Toute personne arrêtée ou faisant l’objet d’un mandat d’arrêt européen devra être informée de ses droits par écrit au moyen d’une «déclaration de droits» énumérant ses droits fondamentaux pendant la procédure pénale. Bien que les États membres soient libres de choisir la formulation précise de la déclaration, la proposition de la Commission fournit un modèle dans 22 langues officielles de l’Union. Il assurera une cohérence pour les personnes qui franchissent les frontières et limitera les coûts de traduction. Cette proposition est essentielle pour renforcer la confiance dans l’espace européen de justice, particulièrement du fait que les Européens sont plus nombreux à voyager: 47 % des Allemands, 34 % des Britanniques et 16 % des Italiens prennent leurs vacances dans un autre pays de l’Union. Pour acquérir force de loi, la proposition présentée par la Commission doit être approuvée par le Parlement européen et les ministres de la justice de l’Union.

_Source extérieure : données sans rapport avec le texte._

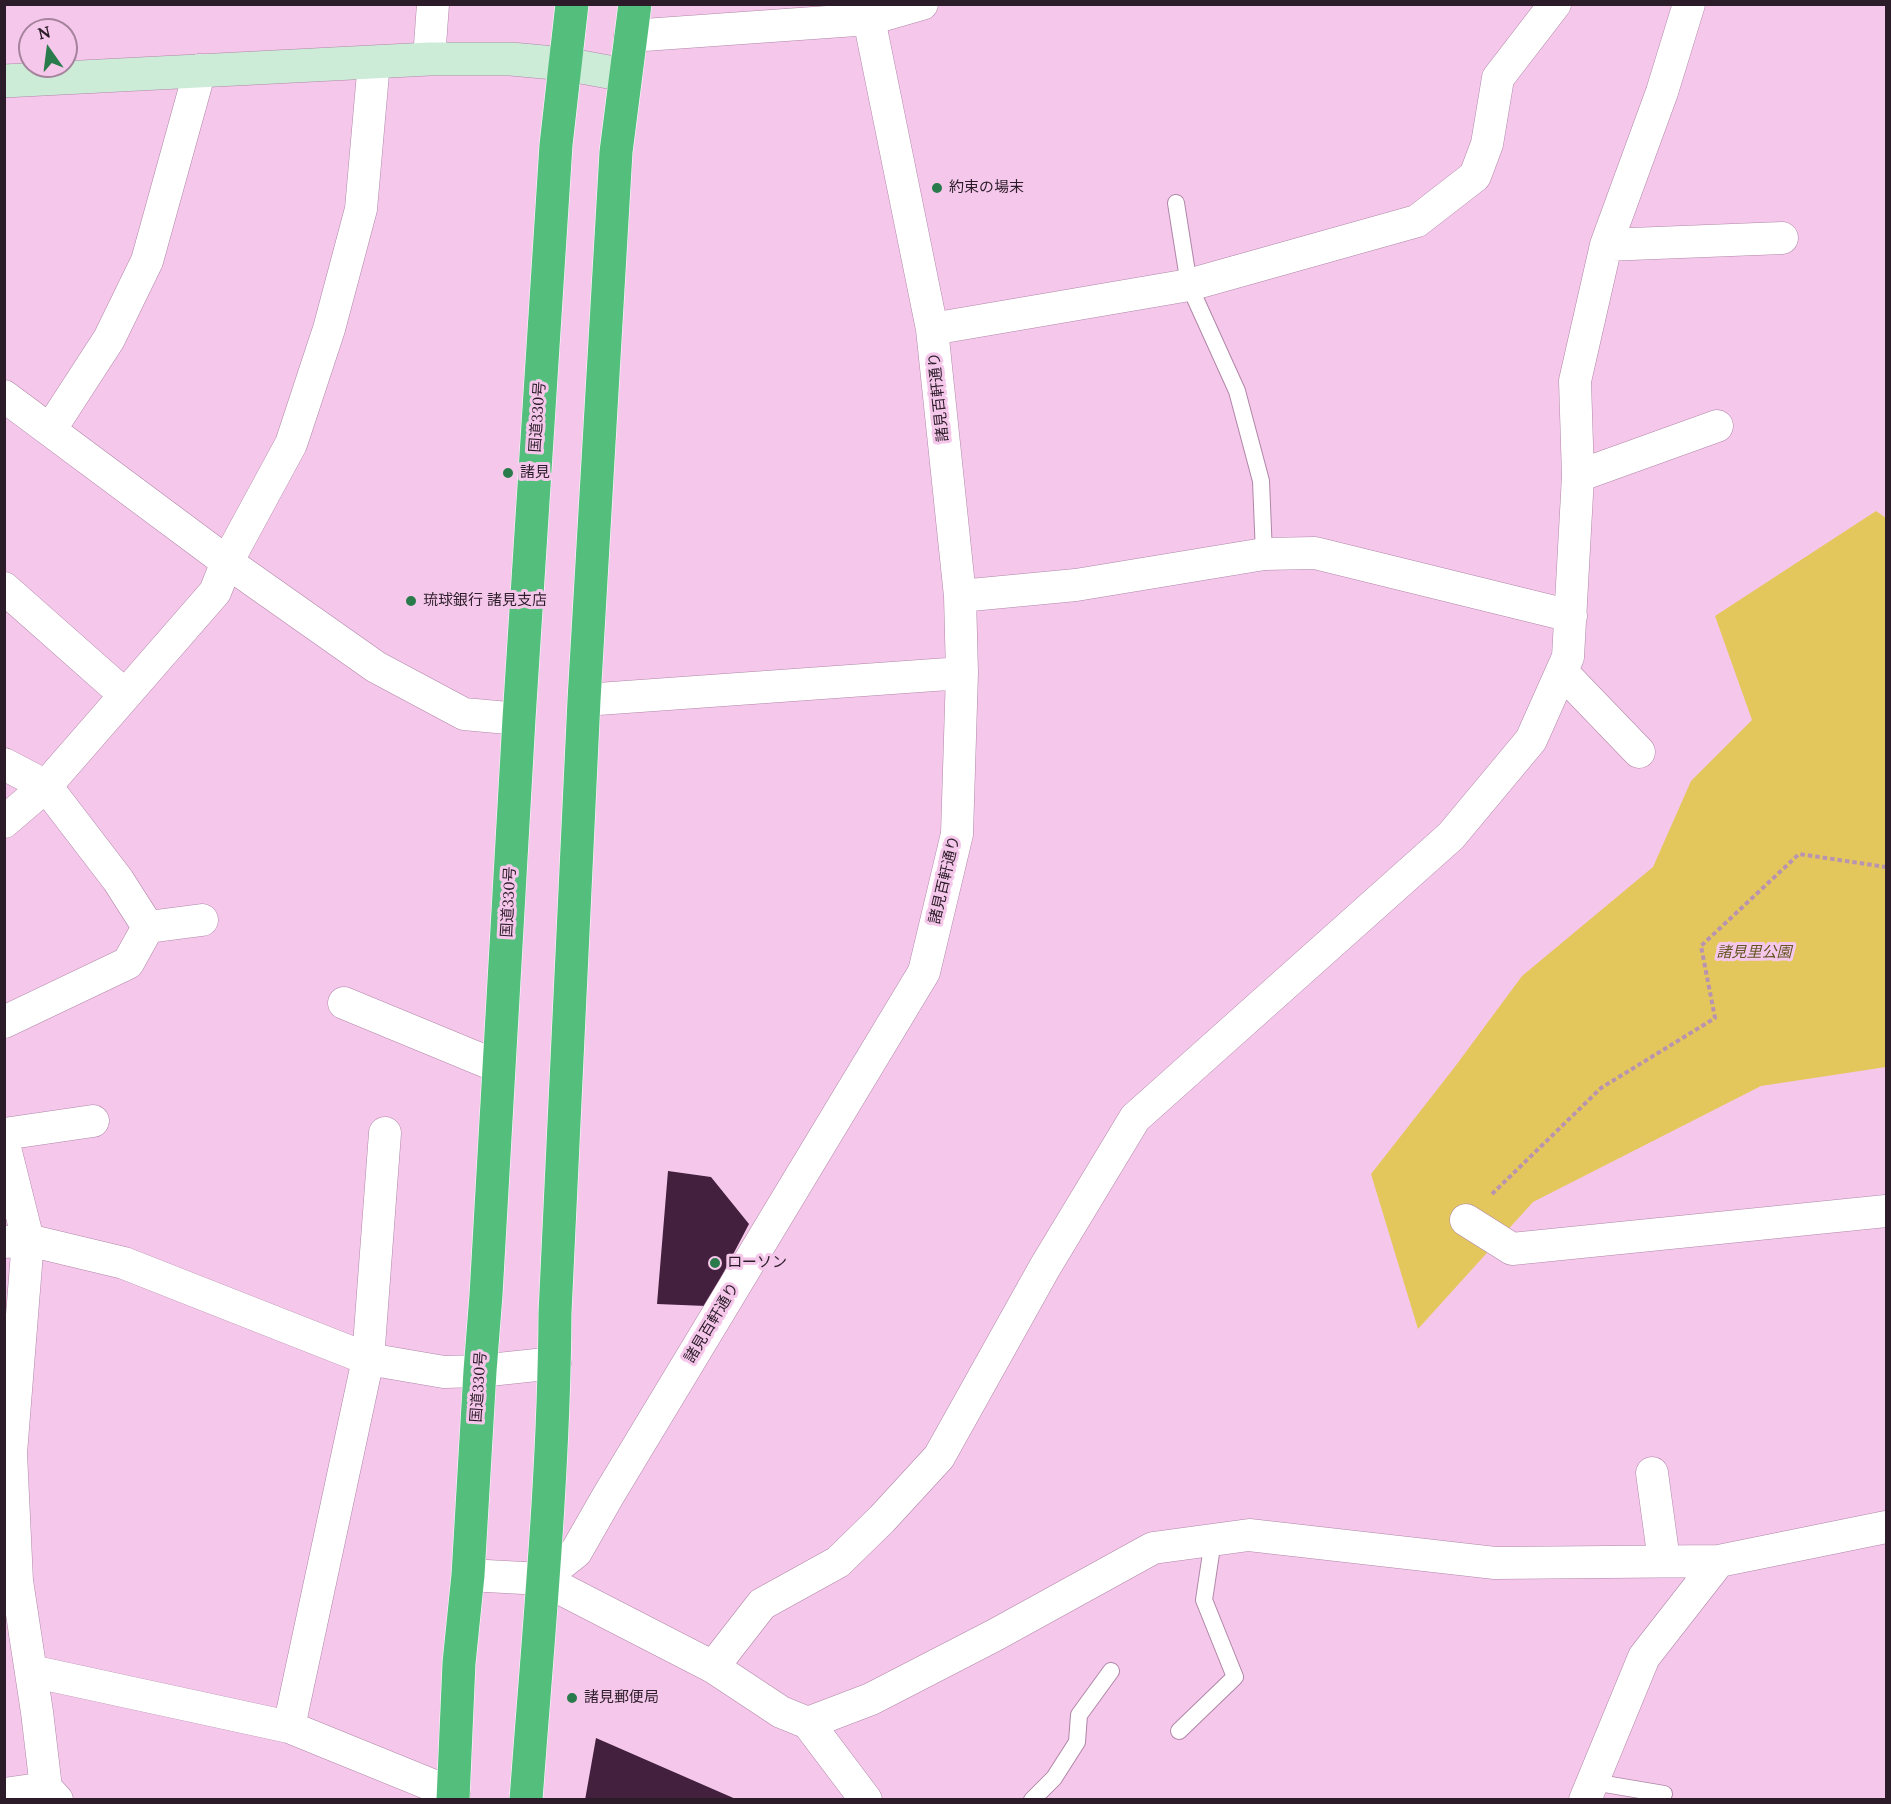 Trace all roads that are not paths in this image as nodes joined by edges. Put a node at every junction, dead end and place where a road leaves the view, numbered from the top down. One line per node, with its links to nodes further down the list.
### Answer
1 (433, 4): 8 (street)
2 (572, 4): 10 (highway, 国道330号)
3 (922, 4): 6 (street)
4 (1555, 4): 17 (street)
5 (1689, 4): 16 (street)
6 (868, 12): 7 (street); 18 (street, 諸見百軒通り)
7 (633, 20): 12 (highway)
8 (429, 59): 9 (street); 10 (street)
9 (374, 62): 11 (street); 24 (street)
10 (565, 64): 12 (street); 32 (highway, 国道330号)
11 (200, 70): 13 (street); 21 (street)
12 (625, 75): 31 (highway)
13 (4, 81)
14 (1176, 203): 17 (lane)
15 (1782, 238): 16 (street)
16 (1606, 245): 22 (street)
17 (1189, 285): 18 (street); 23 (lane)
18 (932, 329): 26 (street, 諸見百軒通り)
19 (4, 396): 21 (street)
20 (1716, 426): 22 (street)
21 (50, 430): 24 (street)
22 (1578, 476): 27 (street)
23 (1264, 554): 26 (street); 27 (street)
24 (226, 562): 30 (street); 32 (street)
25 (4, 588): 30 (street)
26 (960, 596): 29 (street, 諸見百軒通り)
27 (1571, 616): 28 (street)
28 (1562, 672): 33 (street); 60 (street)
29 (962, 673): 31 (street); 58 (street, 諸見百軒通り)
30 (125, 695): 35 (street)
31 (584, 700): 50 (highway)
32 (519, 719): 41 (highway, 国道330号)
33 (1639, 752)
34 (4, 764): 35 (street)
35 (46, 786): 36 (street); 38 (street)
36 (4, 822)
37 (202, 920): 38 (street)
38 (148, 927): 40 (street)
39 (344, 1003): 41 (street)
40 (4, 1022)
41 (499, 1067): 51 (highway, 国道330号)
42 (93, 1121): 44 (street)
43 (385, 1133): 49 (street)
44 (4, 1134)
45 (4, 1144): 48 (street)
46 (1887, 1211): 47 (street)
47 (1466, 1220)
48 (16, 1241): 49 (street); 59 (street)
49 (368, 1359): 51 (street); 64 (street)
50 (555, 1363): 51 (street); 58 (highway)
51 (480, 1371): 57 (highway, 国道330号)
52 (1652, 1473): 55 (street)
53 (1887, 1527): 56 (street)
54 (1213, 1540): 55 (street); 63 (street); 65 (lane)
55 (1664, 1561): 56 (street)
56 (1719, 1561): 66 (street)
57 (468, 1575): 58 (street); 69 (highway, 国道330号)
58 (542, 1579): 60 (street); 70 (highway)
59 (11, 1580): 61 (street)
60 (713, 1667): 63 (street)
61 (31, 1671): 64 (street); 67 (street)
62 (1111, 1671): 72 (lane)
63 (808, 1722): 71 (street)
64 (289, 1727): 69 (street)
65 (1179, 1731)
66 (1589, 1791): 68 (lane)
67 (29, 1794)
68 (1664, 1794)
69 (453, 1797)
70 (526, 1800)
71 (866, 1800)
72 (1032, 1800)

«Nous avons tous vu des séries télévisées dans lesquelles des officiers de police font la lecture de leurs droits à des suspects. Cela passe bien à l’écran, mais remplit également un objectif très sérieux: permettre aux intéressés de connaître et d’affirmer leurs droits. Ces personnes ont ainsi l’assurance que la justice sera rendue, où qu’elles se trouvent en Europe», a déclaré Mme Viviane Reding, vice-présidente de la Commission chargée de la justice, des droits fondamentaux et de la citoyenneté. «On ne peut pleinement exercer ses droits de la défense sans les connaître. Pour être jugé équitablement, il est indispensable de connaître ses droits et de savoir de quoi on est accusé. Avoir affaire à la justice peut être intimidant et on ne peut pas s’attendre à ce que les personnes concernées demandent aux autorités de respecter leurs droits procéduraux si elles ne les connaissent pas. La proposition de la Commission garantira donc que chacun, où qu’il se trouve dans l’Union européenne, sera informé de ses droits.»

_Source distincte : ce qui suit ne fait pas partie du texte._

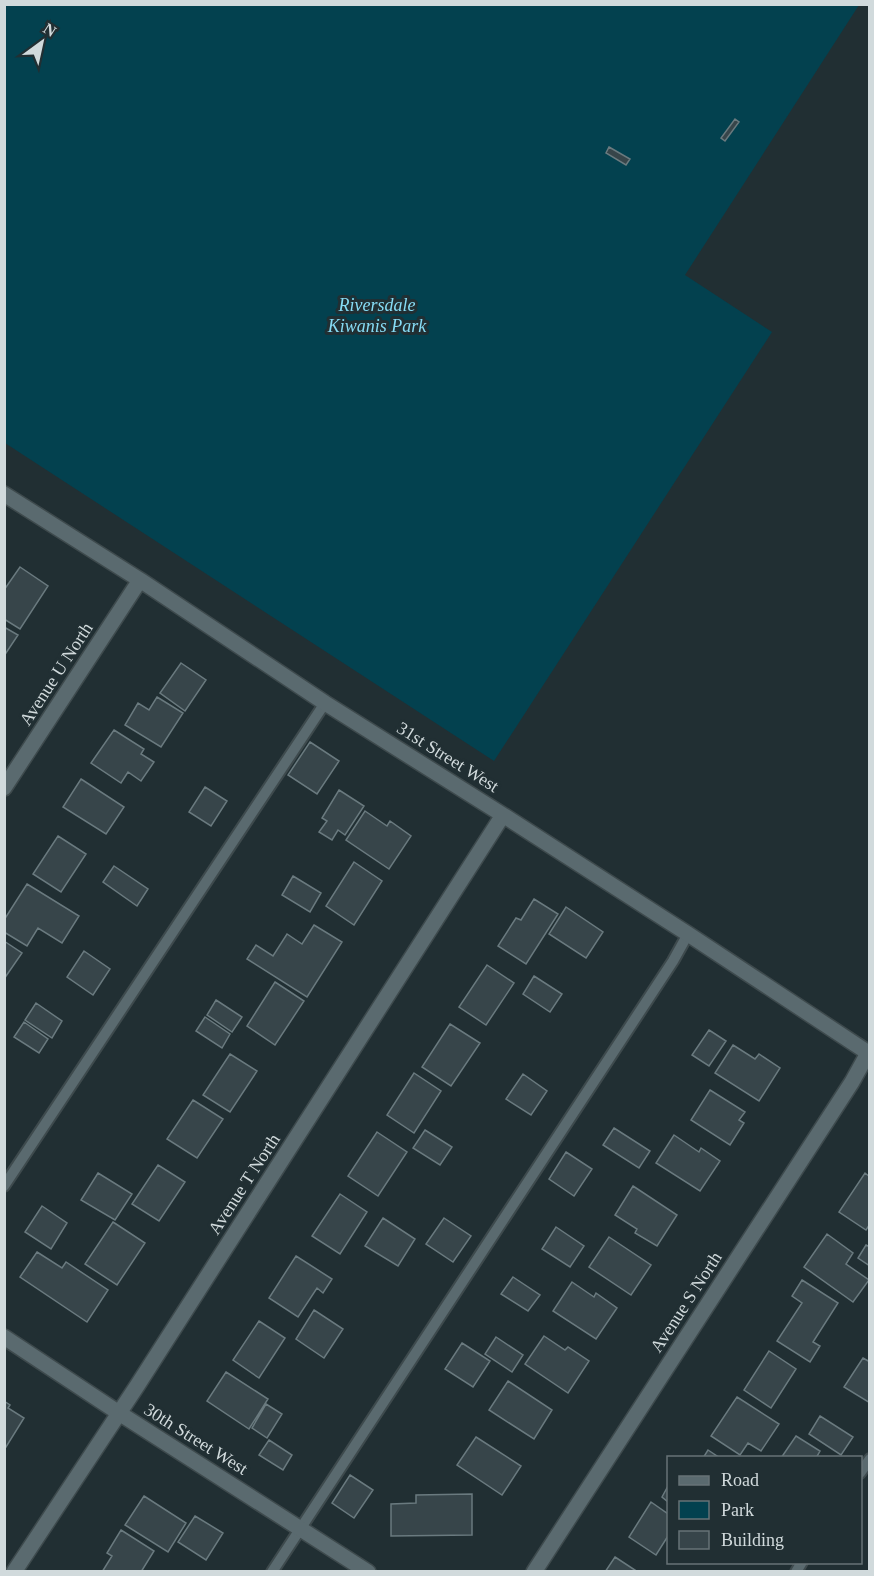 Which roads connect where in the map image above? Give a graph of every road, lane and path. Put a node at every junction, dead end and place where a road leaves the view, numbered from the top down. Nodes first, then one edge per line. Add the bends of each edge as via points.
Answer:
1 (4, 494) edge
2 (140, 580) junction
3 (325, 703) junction
4 (4, 789) edge
5 (503, 815) junction
6 (688, 934) junction
7 (869, 1054) edge
8 (4, 1186) edge
9 (4, 1337) edge
10 (119, 1413) junction
11 (300, 1527) junction
12 (14, 1572) edge
13 (272, 1572) edge
14 (368, 1572) edge
15 (534, 1572) edge

1 - 2 street, 31st Street West
2 - 3 street, 31st Street West
2 - 4 street, Avenue U North
3 - 5 street, 31st Street West
3 - 8 lane
5 - 6 street, 31st Street West
5 - 10 street, Avenue T North
6 - 7 street, 31st Street West
6 - 11 lane
7 - 15 street, Avenue S North
9 - 10 street, 30th Street West
10 - 11 street, 30th Street West
10 - 12 street, Avenue T North
11 - 13 lane
11 - 14 street, 30th Street West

Plus de 8 millions de procédures pénales ont lieu dans l’Union chaque année. À l’heure actuelle, la probabilité que les citoyens soient correctement informés de leurs droits en cas d’arrestation varie d’un État membre à l’autre, bien que chacun des 27 ait souscrit au droit à un procès équitable ancré dans la convention européenne des droits de l’homme. Dans certains États membres, les suspects ne reçoivent qu’une information orale à propos de leurs droits procéduraux, tandis que dans d’autres, l’information écrite est technique et complexe et n’est fournie que sur demande.
La proposition présentée par la Commission, si elle est adoptée par le Parlement européen et par les ministres de la justice de l’Union, contribuera à éviter les erreurs judiciaires et à réduire le nombre de recours. Les autorités qui instruisent l’affaire devront s’assurer que les suspects soient informés de leurs droits. Toute personne arrêtée se verra remettre ces informations par écrit, dans une déclaration de droits rédigée dans une langue simple et accessible. Elle sera systématiquement remise aux suspects arrêtés, qu’ils en fassent ou non la demande, et sera traduite s’il y a lieu.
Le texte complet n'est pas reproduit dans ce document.